Cette phase organisée comme une précampagne électorale mais avec les mêmes principes d’équité qui président à la gestion de la campagne officielle qui démarre le 24 septembre et ce avec le regard attentif de la Haca.

Deux initiatives importantes ont été lancées dans ce sens. D’abord avec l’introduction de deux rubriques spéciales au sein du conducteur du principal journal télévisé de Al oula à savoir «les attentes des citoyens» et «hôte d’un parti». L’autre nouveauté de cette précampagne électorale est le recentrage des émissions traditionnelles de la chaîne de débat autour du thème des élections. Dans ce sens un avant goût a été présenté mardi dernier avec la métamorphose de l’émission de Mohamed Tijini qui au lieu d’un seul invité  a reçu quatre représentants de partis politiques. L’animateur n’a pas cessé d’expliquer ce changement et les nouvelles règles de conduite par les instructions de la Haca. Nous aurons l’occasion pour y revenir plus en détails.

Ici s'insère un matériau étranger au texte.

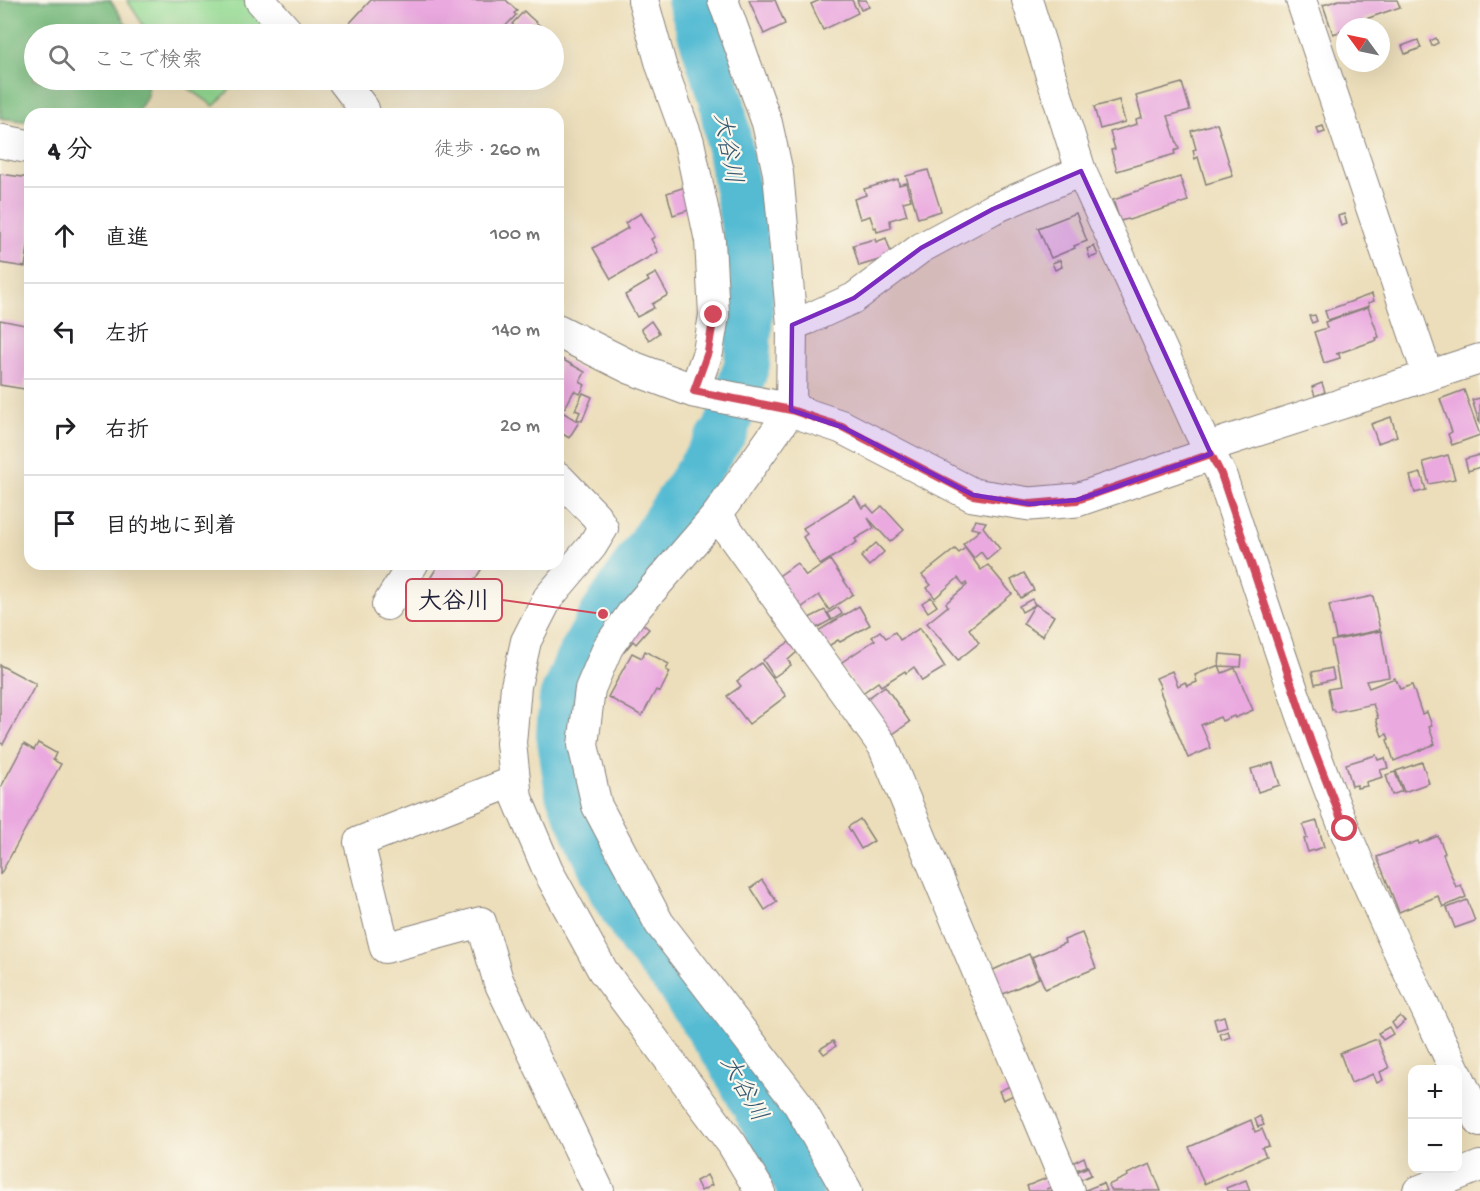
<!DOCTYPE html>
<html lang="ja">
<head>
<meta charset="utf-8">
<style>
  body { margin:0; font-family:"Gochi Hand","Klee One",sans-serif; background:#f6f6f6; color:#202124 }
  .controls { position:absolute; right:18px; bottom:18px; display:grid; overflow:hidden; border-radius:12px; box-shadow:0 6px 24px #0002 }
  .controls button { width:54px; height:54px; display:grid; place-items:center; padding:0; border:0; border-bottom:2px solid #e0e0e0; background:#fff; color:#202124; font:30px sans-serif }
  .compass { position:absolute; left:1336px; top:18px; width:54px; height:54px; border-radius:50%; background:#fff; box-shadow:0 6px 24px #0002; rotate:303deg }
  .stop { position:absolute; width:18px; height:18px; margin:-14px; border:4px solid #d1495b; border-radius:50%; background:#fff }
  .stop.end { background:#d1495b; border-color:#fff; box-shadow:0 2px 6px #0008 }
  .list { margin:0; padding:0; list-style:none }
  h2 { display:flex; justify-content:space-between; align-items:center; height:78px; margin:0; padding:0 24px; font-size:26px }
  h2 small { font-size:20px; font-weight:400; color:#757577 }
  .list li { display:grid; grid-template-columns:39px 1fr auto; gap:18px; align-items:center; box-sizing:border-box; height:96px; padding:0 24px; border-top:2px solid #e0e0e0 }
  .list b { display:block; font-size:22px; white-space:nowrap }
  .list em { font-size:20px; font-style:normal; color:#757577 }
  .icon { flex:none; width:33px; height:33px; fill:none; stroke:currentColor; stroke-width:2; stroke-linecap:round; stroke-linejoin:round }
  .map { position:relative; flex:none; width:1480px; height:1191px; overflow:hidden }
  .search { position:absolute; background:#fff; box-shadow:0 6px 24px #0002; left:24px; top:24px; width:540px; height:66px; display:flex; align-items:center; gap:15px; box-sizing:border-box; padding:0 21px; border-radius:33px; color:#757577; font-size:22px }
  .panel { position:absolute; background:#fff; box-shadow:0 6px 24px #0002; left:24px; top:108px; width:540px; height:462px; border-radius:18px }
  .map>svg:first-child { display:block }
  .green { fill:#96db94; stroke:#5c7e68; stroke-width:1.5 }
  .forest { fill:#78bb7e; stroke:#4d6e5c; stroke-width:1.5 }
  .lines { fill:none; stroke-linecap:round; stroke-linejoin:round }
  .river { stroke:#55bbd3; stroke-width:46 }
  .building { fill:#eaa9df }
  .minor-casing { stroke:#87807a; stroke-width:32 }
  .tertiary-casing { stroke:#87807a; stroke-width:35 }
  .minor { stroke:#fff; stroke-width:30 }
  .tertiary { stroke:#fff; stroke-width:33 }
  .route { stroke:#d1495b; stroke-width:8 }
  .marked { fill:#7b2cbf; fill-opacity:0.2; stroke:#7b2cbf; stroke-width:4.5; stroke-linejoin:round }
  .labels { text-anchor:middle; stroke-width:4.5; stroke-linejoin:round; paint-order:stroke }
  .water-label { font-size:24px; font-style:italic; fill:#345870; stroke:#fbf7ec }
  .leader { fill:none; stroke:#d1495b; stroke-width:2 }
  .callout-dot { fill:#d1495b; stroke:#fbf7ec; stroke-width:2 }
  .callout { fill:#fbf7ec; stroke:#d1495b; stroke-width:2 }
  .callout-label { font-size:24px; text-anchor:middle; font-weight:bold; fill:#22223b }
</style>
</head>
<body>
<div class="map">
<svg width="1480" height="1191" viewBox="0 0 1480 1191">
  <rect width="100%" height="100%" fill="#fbf7ec"/>
  <filter id="ink" filterUnits="userSpaceOnUse"><feTurbulence type="fractalNoise" baseFrequency=".0167" numOctaves="2"/><feDisplacementMap in="SourceGraphic" scale="12" xChannelSelector="R" yChannelSelector="G"/><feConvolveMatrix kernelMatrix="1 2 1 2 8 2 1 2 1" color-interpolation-filters="sRGB"/></filter>
  <filter id="wash" filterUnits="userSpaceOnUse"><feTurbulence type="fractalNoise" baseFrequency=".008" numOctaves="4" result="noise"/><feDisplacementMap in="SourceGraphic" scale="24" xChannelSelector="R" yChannelSelector="G"/><feGaussianBlur stdDeviation="1.35" result="paint"/><feColorMatrix in="noise" values="0 0 0 0 0 0 0 0 0 0 0 0 0 0 0 0 0 1.4 0 .05"/><feComposite in="paint" operator="in"/></filter>
  <g filter="url(#wash)">
    <rect width="100%" height="100%" fill="#ecdeba"/>
    <g class="green">
      <polygon points="127,0 249,0 280,34 149,34"/>
      <polygon points="177,80 239,80 214,106"/>
    </g>
    <polygon class="forest" points="0,0 110,0 133,34 34,34 34,80 147,80 148,95 136,114 30,114 30,122 0,118"/>
    <g class="lines">
      <polyline class="river" points="690,0 721,99 752,275 747,364 726,429 603,614 576,664 562,698 559,734 568,793 612,892 641,939 677,982 729,1059 801,1191"/>
    </g>
    <g id="blocks">
      <g class="building">
        <polygon points="371,0 506,0 517,11 514,13 516,15 498,34 451,34 447,31 444,34 358,34 348,25"/>
        <polygon points="749,0 775,0 785,24 764,34"/>
        <polygon points="820,0 852,0 858,13 823,30 811,4"/>
        <polygon points="857,0 866,0 869,7 861,10"/>
        <polygon points="1339,0 1397,0 1400,7 1363,20 1364,23 1353,27 1345,27 1345,30 1333,34 1323,5"/>
        <polygon points="524,11 529,16 549,34 512,34 517,28 512,24"/>
        <polygon points="329,28 334,33 333,34 324,34"/>
        <polygon points="1436,38 1438,43 1432,46 1430,41"/>
        <polygon points="1418,40 1421,48 1405,54 1402,46"/>
        <polygon points="1182,83 1190,110 1168,116 1179,149 1174,151 1175,154 1117,171 1111,150 1115,149 1110,132 1137,124 1136,119 1142,117 1136,96"/>
        <polygon points="1119,100 1125,122 1100,129 1094,107"/>
        <polygon points="1217,123 1233,176 1206,184 1198,157 1195,159 1193,150 1196,149 1191,131"/>
        <polygon points="1323,126 1325,132 1319,134 1317,128"/>
        <polygon points="928,170 941,211 918,218 906,176"/>
        <polygon points="0,174 30,178 30,234 25,267 0,263"/>
        <polygon points="1180,177 1188,201 1129,220 1128,219 1120,221 1113,200 1123,197 1122,196"/>
        <polygon points="898,179 899,185 906,183 911,200 903,202 907,215 890,220 891,228 877,232 876,227 874,228 870,216 860,219 854,199 866,195 864,189"/>
        <polygon points="688,186 695,208 673,215 667,193"/>
        <polygon points="641,213 655,237 651,239 658,252 611,279 593,248 628,228 625,223"/>
        <polygon points="1076,213 1087,241 1074,246 1075,248 1051,258 1038,228"/>
        <polygon points="1344,214 1347,224 1341,226 1338,216"/>
        <polygon points="886,238 892,256 859,266 853,245 875,239 876,242"/>
        <polygon points="1094,246 1098,255 1090,258 1087,249"/>
        <polygon points="1060,260 1062,267 1055,270 1052,263"/>
        <polygon points="656,273 668,295 652,304 654,308 637,317 625,295 649,281 647,278"/>
        <polygon points="1372,294 1374,301 1368,303 1369,306 1328,320 1325,311"/>
        <polygon points="1368,307 1379,337 1376,338 1377,340 1336,354 1339,354 1340,358 1324,363 1314,332 1327,328 1325,322"/>
        <polygon points="1315,315 1317,321 1312,323 1309,316"/>
        <polygon points="0,320 30,326 29,346 30,358 24,389 0,385"/>
        <polygon points="651,321 659,333 649,340 641,329"/>
        <polygon points="558,357 585,372 580,382 585,385 580,394 574,391 565,408 562,406 559,410 579,422 569,438 558,431"/>
        <polygon points="1322,383 1325,392 1315,396 1312,387"/>
        <polygon points="1464,390 1480,435 1452,445 1448,434 1452,432 1440,399"/>
        <polygon points="583,393 592,397 582,421 577,419 580,412 575,410"/>
        <polygon points="1480,398 1480,425 1472,400"/>
        <polygon points="1391,417 1397,436 1378,443 1371,424"/>
        <polygon points="1448,455 1455,479 1429,484 1423,462"/>
        <polygon points="1480,455 1480,467 1468,471 1465,459"/>
        <polygon points="1421,473 1426,490 1415,493 1410,476"/>
        <polygon points="855,496 862,508 867,505 874,513 882,506 904,530 890,542 868,518 874,528 855,539 857,542 820,565 803,537 807,534 803,528"/>
        <polygon points="975,520 986,522 983,527 1000,549 987,560 981,552 974,558 963,544 980,530 971,528"/>
        <polygon points="876,543 884,552 869,566 861,557"/>
        <polygon points="965,548 981,570 988,565 1012,594 969,629 979,643 958,660 927,623 948,606 946,603 967,585 966,583 964,585 958,578 935,598 927,588 931,585 922,575 955,549 959,553"/>
        <polygon points="830,560 853,594 829,610 819,595 798,610 776,578 797,563 806,576"/>
        <polygon points="439,564 484,565 469,589 467,587 453,611 429,596 425,602 418,598"/>
        <polygon points="1024,573 1034,590 1021,598 1011,580"/>
        <polygon points="1373,596 1380,630 1336,639 1329,605"/>
        <polygon points="931,597 937,606 928,612 922,603"/>
        <polygon points="1032,599 1035,605 1022,612 1019,606"/>
        <polygon points="1035,604 1054,616 1042,636 1023,624"/>
        <polygon points="859,606 870,625 840,642 838,640 827,647 818,631"/>
        <polygon points="838,607 842,614 832,620 828,613"/>
        <polygon points="825,610 831,620 813,630 807,619"/>
        <polygon points="639,621 649,629 636,644 633,641 624,652 621,650"/>
        <polygon points="920,628 945,667 922,681 914,667 906,673 905,671 881,686 878,682 861,694 841,665 842,662 875,640 872,637 880,631 886,638 895,632 900,640"/>
        <polygon points="1381,631 1389,677 1366,681 1369,688 1395,678 1396,682 1397,681 1400,689 1412,685 1422,714 1427,712 1432,726 1429,727 1435,744 1394,761 1387,740 1389,739 1387,734 1382,736 1376,719 1378,718 1373,704 1335,712 1333,709 1332,710 1328,689 1340,687 1331,641"/>
        <polygon points="789,642 797,652 788,660 791,665 774,677 763,660"/>
        <polygon points="645,651 669,664 666,670 670,672 660,692 656,690 642,716 608,697 632,653 642,658"/>
        <polygon points="1220,654 1242,656 1241,667 1219,666"/>
        <polygon points="761,663 786,696 749,724 727,696 741,686 737,681"/>
        <polygon points="0,665 36,684 3,744 0,743"/>
        <polygon points="1219,665 1222,673 1235,668 1253,710 1235,718 1234,716 1222,721 1220,717 1201,725 1211,748 1188,758 1159,689 1161,688 1156,678 1172,671 1178,686 1185,682 1187,686 1197,682 1195,675"/>
        <polygon points="1332,668 1334,679 1315,684 1312,672"/>
        <polygon points="885,686 910,722 890,736 864,701"/>
        <polygon points="38,743 56,753 53,760 61,764 0,875 0,789 24,744 34,750"/>
        <polygon points="1376,755 1378,760 1385,758 1388,768 1380,770 1383,777 1366,782 1367,786 1357,788 1357,785 1352,786 1346,764"/>
        <polygon points="1422,762 1429,783 1404,792 1396,771"/>
        <polygon points="1273,763 1280,785 1258,792 1251,769"/>
        <polygon points="1395,772 1402,791 1392,795 1386,775"/>
        <polygon points="860,819 874,841 861,849 848,827"/>
        <polygon points="1317,821 1324,847 1308,852 1304,839 1307,838 1303,825"/>
        <polygon points="1438,836 1445,853 1443,854 1456,887 1461,885 1466,897 1443,907 1438,896 1399,912 1377,857 1418,841 1419,844"/>
        <polygon points="762,880 777,902 765,910 751,888"/>
        <polygon points="1467,900 1475,921 1455,928 1447,908"/>
        <polygon points="1082,933 1096,968 1045,989 1032,957 1065,943 1064,940"/>
        <polygon points="1029,954 1039,978 1001,995 991,971"/>
        <polygon points="1224,1016 1227,1027 1217,1030 1214,1019"/>
        <polygon points="1400,1016 1405,1021 1396,1029 1392,1023"/>
        <polygon points="1389,1027 1393,1034 1383,1040 1378,1033"/>
        <polygon points="1228,1031 1230,1037 1222,1040 1220,1034"/>
        <polygon points="1377,1039 1389,1068 1380,1072 1383,1080 1377,1083 1373,1074 1351,1083 1340,1053"/>
        <polygon points="833,1041 836,1046 824,1054 820,1049"/>
        <polygon points="1012,1085 1016,1094 1003,1100 999,1091"/>
        <polygon points="1260,1116 1264,1125 1258,1127 1255,1119"/>
        <polygon points="1251,1120 1255,1132 1262,1129 1269,1146 1262,1148 1266,1156 1204,1184 1189,1147"/>
        <polygon points="1084,1157 1087,1166 1076,1170 1072,1163"/>
        <polygon points="1150,1164 1161,1191 1111,1191 1108,1185 1128,1176 1127,1174"/>
        <polygon points="1088,1167 1091,1175 1080,1180 1076,1172"/>
        <polygon points="707,1175 712,1185 701,1191 696,1181"/>
        <polygon points="1049,1177 1052,1187 1046,1189 1052,1187 1054,1191 1029,1191 1027,1186"/>
        <polygon points="1246,1180 1250,1191 1227,1191 1226,1188"/>
        <polygon points="1103,1183 1106,1191 1083,1191"/>
      </g>
    </g>
  </g>
  <g filter="url(#ink)">
    <use href="#blocks" fill-opacity="0" stroke="#87807a" stroke-width="1.5"/>
    <g class="lines">
      <defs>
        <g id="minor">
          <polyline points="260,0 290,34"/>
          <polyline points="643,0 661,65 689,142 710,241 714,315 708,352 694,391"/>
          <polyline points="723,0 767,123 778,173 792,325 791,410 717,515 632,613 608,647 590,689 583,745 597,806 659,923 798,1104 847,1191"/>
          <path d="M1027,0L1081,171L1200,433L1221,474C1261,593 1298,714 1345,830C1378,911 1417,990 1455,1070"/>
          <polyline points="1301,0 1428,376"/>
          <polyline points="342,80 364,109 365,114"/>
          <polyline points="792,325 808,319 854,298 921,248 993,209 1081,171"/>
          <polyline points="1208,447 1480,359"/>
          <polyline points="558,477 596,516 603,528 592,546 548,598 526,641 516,686 511,743 517,798 548,871 603,971 732,1144 760,1191"/>
          <polyline points="717,515 883,746 1069,1191"/>
          <polyline points="387,605 413,564"/>
          <polyline points="515,781 359,842 385,948 481,922 498,980 599,1191"/>
          <polyline points="1458,1075 1480,1122"/>
          <polyline points="1418,1191 1480,1166"/>
        </g>
        <g id="tertiary">
          <polyline points="0,141 30,147"/>
          <polyline points="558,331 630,367 694,391 791,410 842,427 973,495 1030,504 1077,500 1211,454"/>
        </g>
      </defs>
      <use href="#minor" class="minor-casing"/>
      <use href="#tertiary" class="tertiary-casing"/>
      <use href="#minor" class="minor"/>
      <use href="#tertiary" class="tertiary"/>
    </g>
  </g>
  <g class="lines" filter="url(#ink)">
    <polyline class="route" points="714,315 708,352 694,391 791,410 842,427 973,495 1030,504 1077,500 1211,454 1221,474 1311,742 1345,829"/>
  </g>
  <path class="marked" d="M1081,171L1211,454L1077,500L1030,504L973,495L842,427L791,410L792,325L854,298L921,248L993,209Z"/>
  <g class="labels">
    <g class="water-label">
      <text transform="translate(729 148) rotate(80)" y="8">大谷川</text>
      <text transform="translate(745 1088) rotate(61)" y="8">大谷川</text>
    </g>
  </g>
  <path class="leader" d="M603 614L502 600"/>
  <circle class="callout-dot" cx="603" cy="614" r="6"/>
  <rect class="callout" x="406" y="579" width="96" height="42" rx="6"/>
  <g class="callout-label">
    <text x="454" y="608">大谷川</text>
  </g>
</svg>
<div class="controls">
<button>+</button>
<button>−</button>
</div>
<svg class="compass" viewBox="-18 -18 36 36"><path d="M0-13l5 13h-10z" fill="#e53935"/><path d="M0 13l5-13h-10z" fill="#757577"/></svg>
<div class="stop" style="left:1345px;top:829px"></div>
<div class="stop end" style="left:714px;top:315px"></div>
<div class="search"><svg class="icon" aria-label="search" viewBox="0 0 24 24"><circle cx="10" cy="10" r="6"/><path d="M15 15l6 6"/></svg>ここで検索</div>
<section class="panel">
<h2>4 分<small>徒歩 · 260 m</small></h2>
<ul class="list">
<li><svg class="icon" aria-label="ahead" viewBox="0 0 24 24"><path d="M12 20V5M6 11l6-6 6 6"/></svg><div><b>直進</b></div><em>100 m</em></li>
<li><svg class="icon" aria-label="left" viewBox="0 0 24 24"><path d="M17 20v-9H6M10 6l-5 5 5 5"/></svg><div><b>左折</b></div><em>140 m</em></li>
<li><svg class="icon" aria-label="right" viewBox="0 0 24 24"><path d="M7 20v-9h11M14 6l5 5-5 5"/></svg><div><b>右折</b></div><em>20 m</em></li>
<li><svg class="icon" aria-label="arrive" viewBox="0 0 24 24"><path d="M6 21V4h12l-3 4 3 4H6"/></svg><div><b>目的地に到着</b></div></li>
</ul>
</section>
</div>
</body>
</html>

Les deux rubriques introduites au sein du JT sont par ailleurs très importantes et très révélatrices. Elles portent de nombreux messages souvent au-delà de ceux prévus par le scénario initial. Chaque séquence audiovisuelle est un faisceau de signes multiples, explicites et implicites. La rubrique «Attentes des citoyens» offre un panorama large de ce que pensent les citoyens du pays profonds. Le principe est celui basic d’un reportage porté par le système du micro-trottoir. Une démarche qui sous les apparences de la transparence transfigure les discours du citoyen interviewé par le biais de la technique du montage. In fine ce que nous recevons ce n’est pas ce que le citoyen a bien dit mais ce que la régie et les fameux cut du monteur ont bien voulu nous faire parvenir. Et à ce propos, il est triste de constater que les préposés au montage privilégient le souci du respect du timing sur celui du message de l’invité. Ceci prend des proportions alarmantes lors des reportages au sein des différents partis politiques. On assiste alors à des montages de parole qui frisent l’absurde. L’observateur attentif a l’impression que l’on coupe au hasard du déroulement de la bande son. On a entendu par exemple un leader d’un parti politique présentant le programme de son parti commencer son intervention par « troisièmement »…L’énumération qu’il avait commencée à été zappée par le monteur.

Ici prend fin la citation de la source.